Bottas took over in the afternoon and the team made further progress with the car’s behaviour and he vaulted up the time sheets as he ran through the different types of tyres late in the day.
How did Alonso get on?

Fernando Alonso had his first day’s running in his new Alpine car following his return to F1 after two years away and completed 128 laps – more than two race distances.

The 39-year-old two-time champion was true to his word that he would have no problems with his fitness despite breaking his upper jaw in a cycling accident just four weeks ago.

The Spaniard was second fastest in the morning session behind McLaren’s Daniel Ricciardo but slipped down the timing screens as Alpine concentrated on long runs on hard tyres in the afternoon.

Nevertheless, it has been an encouraging start to the season for the Anglo-French outfit, which used to be called Renault, and also for McLaren, who have run strongly and reliably through two days with both drivers.

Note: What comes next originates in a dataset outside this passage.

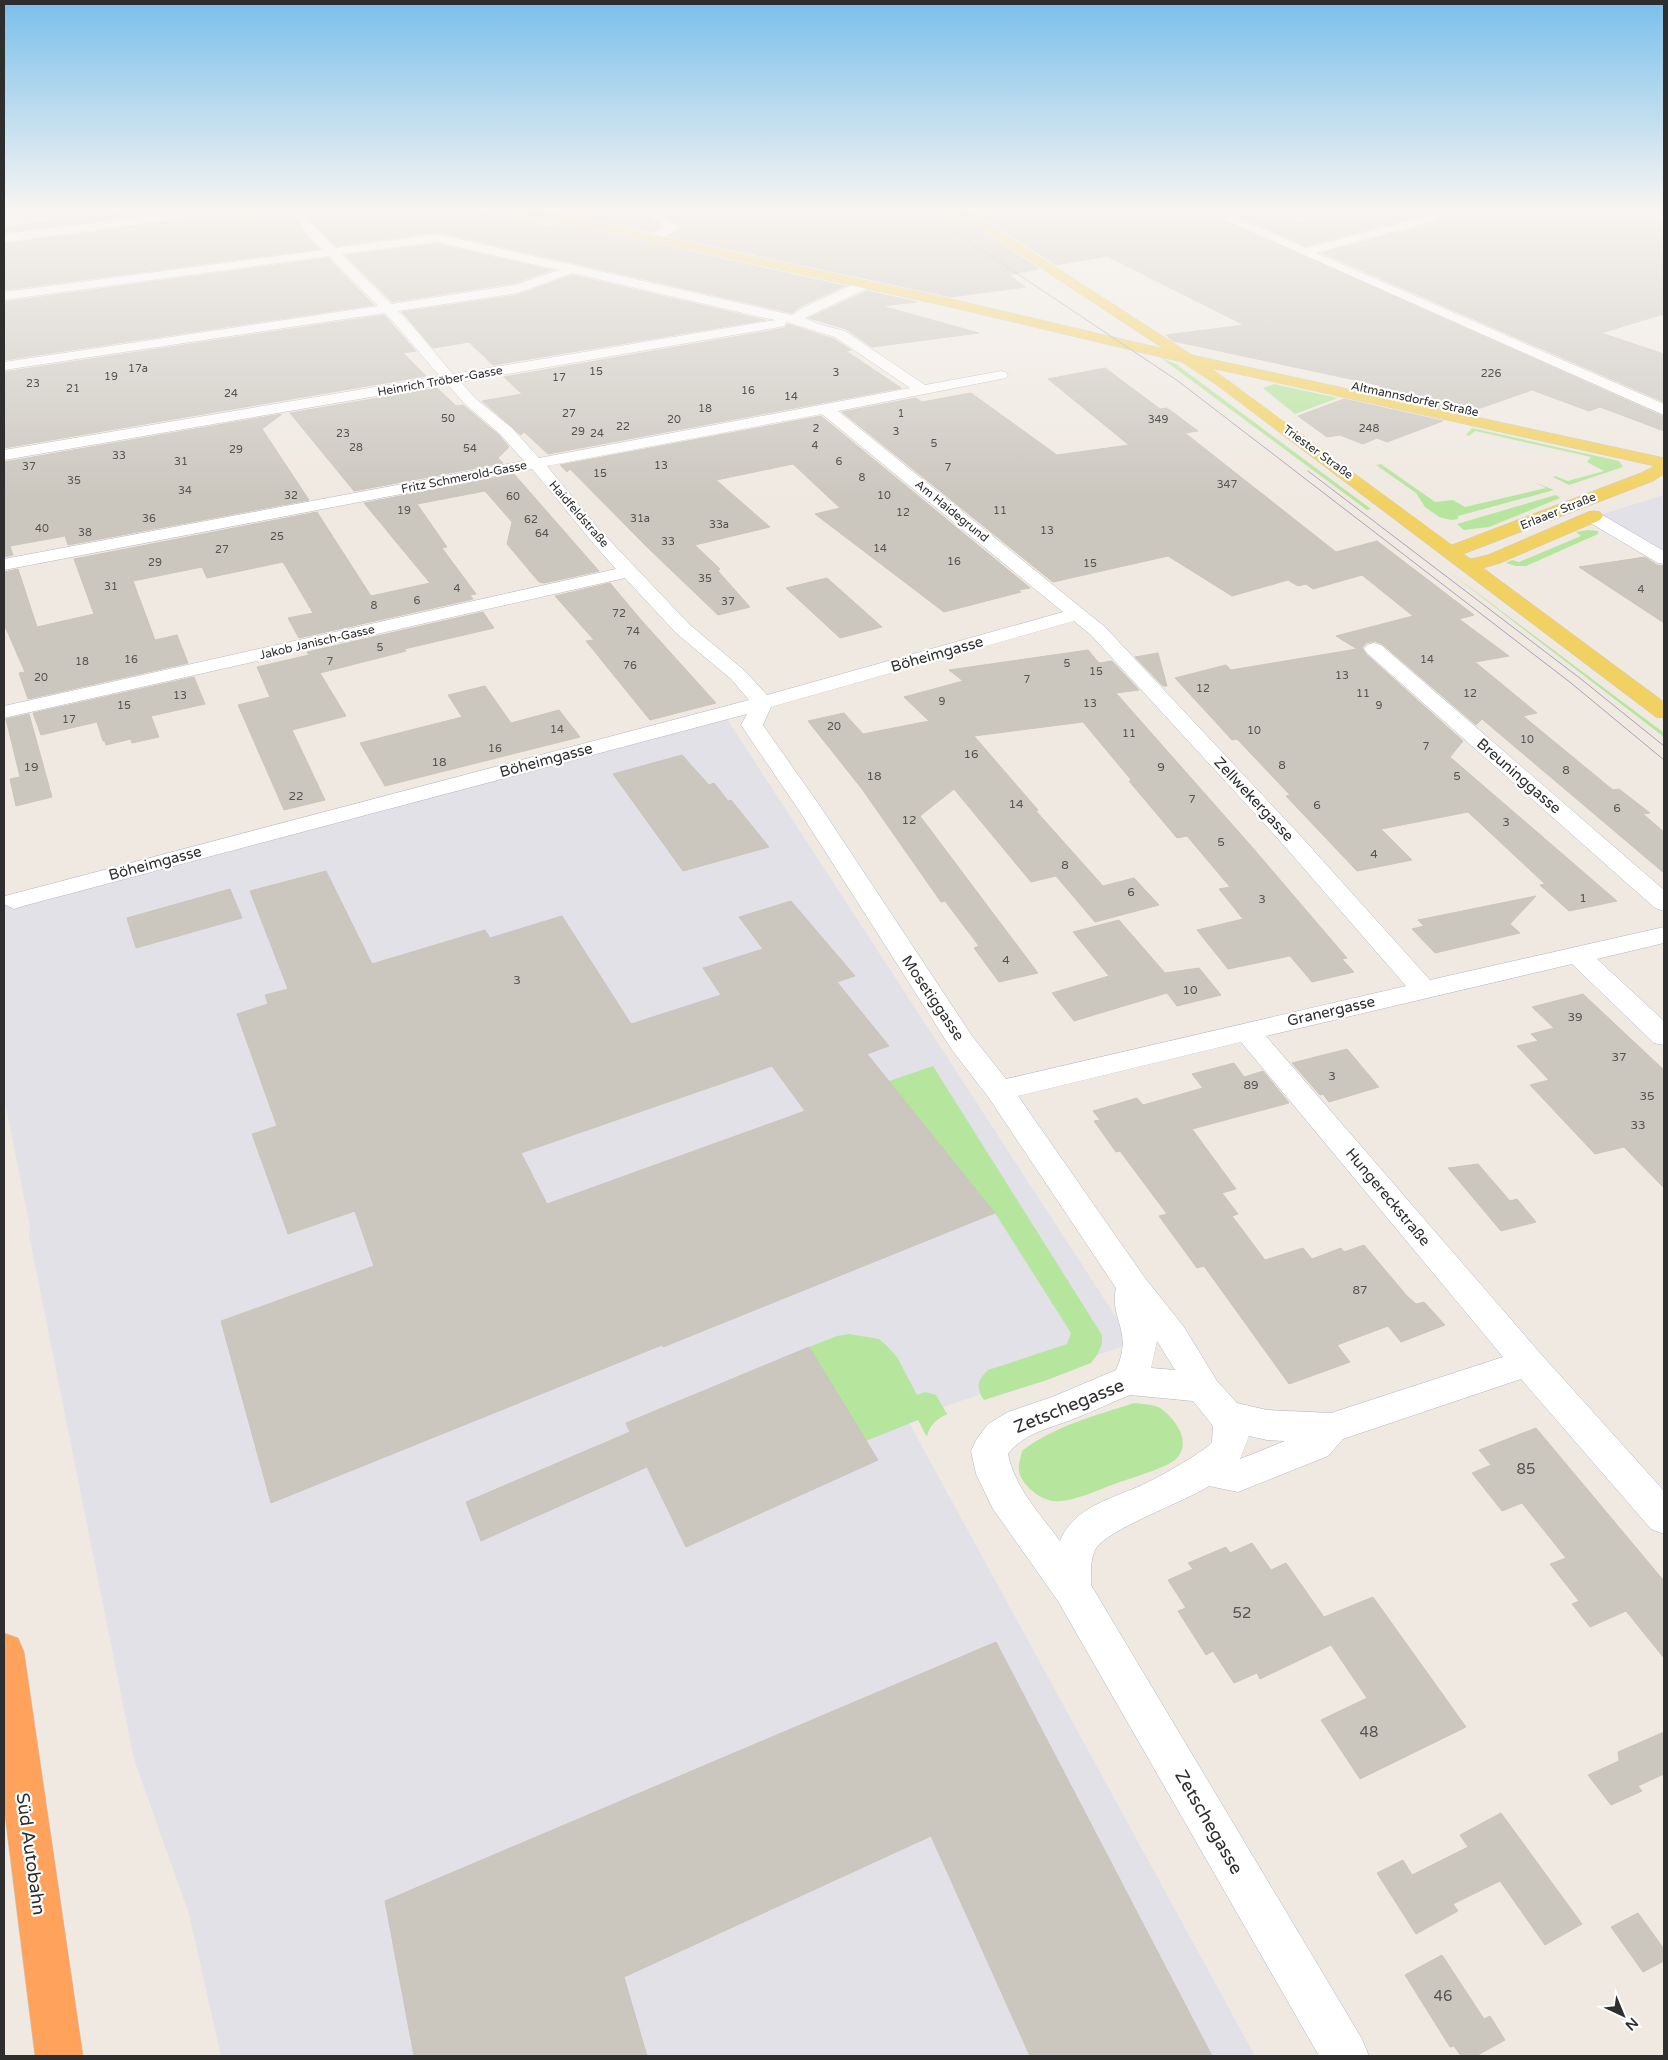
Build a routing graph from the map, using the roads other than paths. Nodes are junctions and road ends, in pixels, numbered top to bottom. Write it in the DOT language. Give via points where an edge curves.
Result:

The Alpine car has been notable for its bulbous engine cover, which Alpine executive director Marcin Budkowski said was as a result of the team placing radiators above the engine rather than in the car’s side pods for aerodynamic advantage.

“We found that slimming the side pods was a positive direction, which is nothing new,” Budkowski said, “so we have repackaged and relocated some of the bulky things in the car and put them behind the air inlet.

“So, yes, it gives a fairly spectacularly bulky shape on the car but we found it works for us. Yes, there are centre of gravity compromises but usually the aero performance wins over weight and centre of gravity.”

The final day of testing is on Sunday.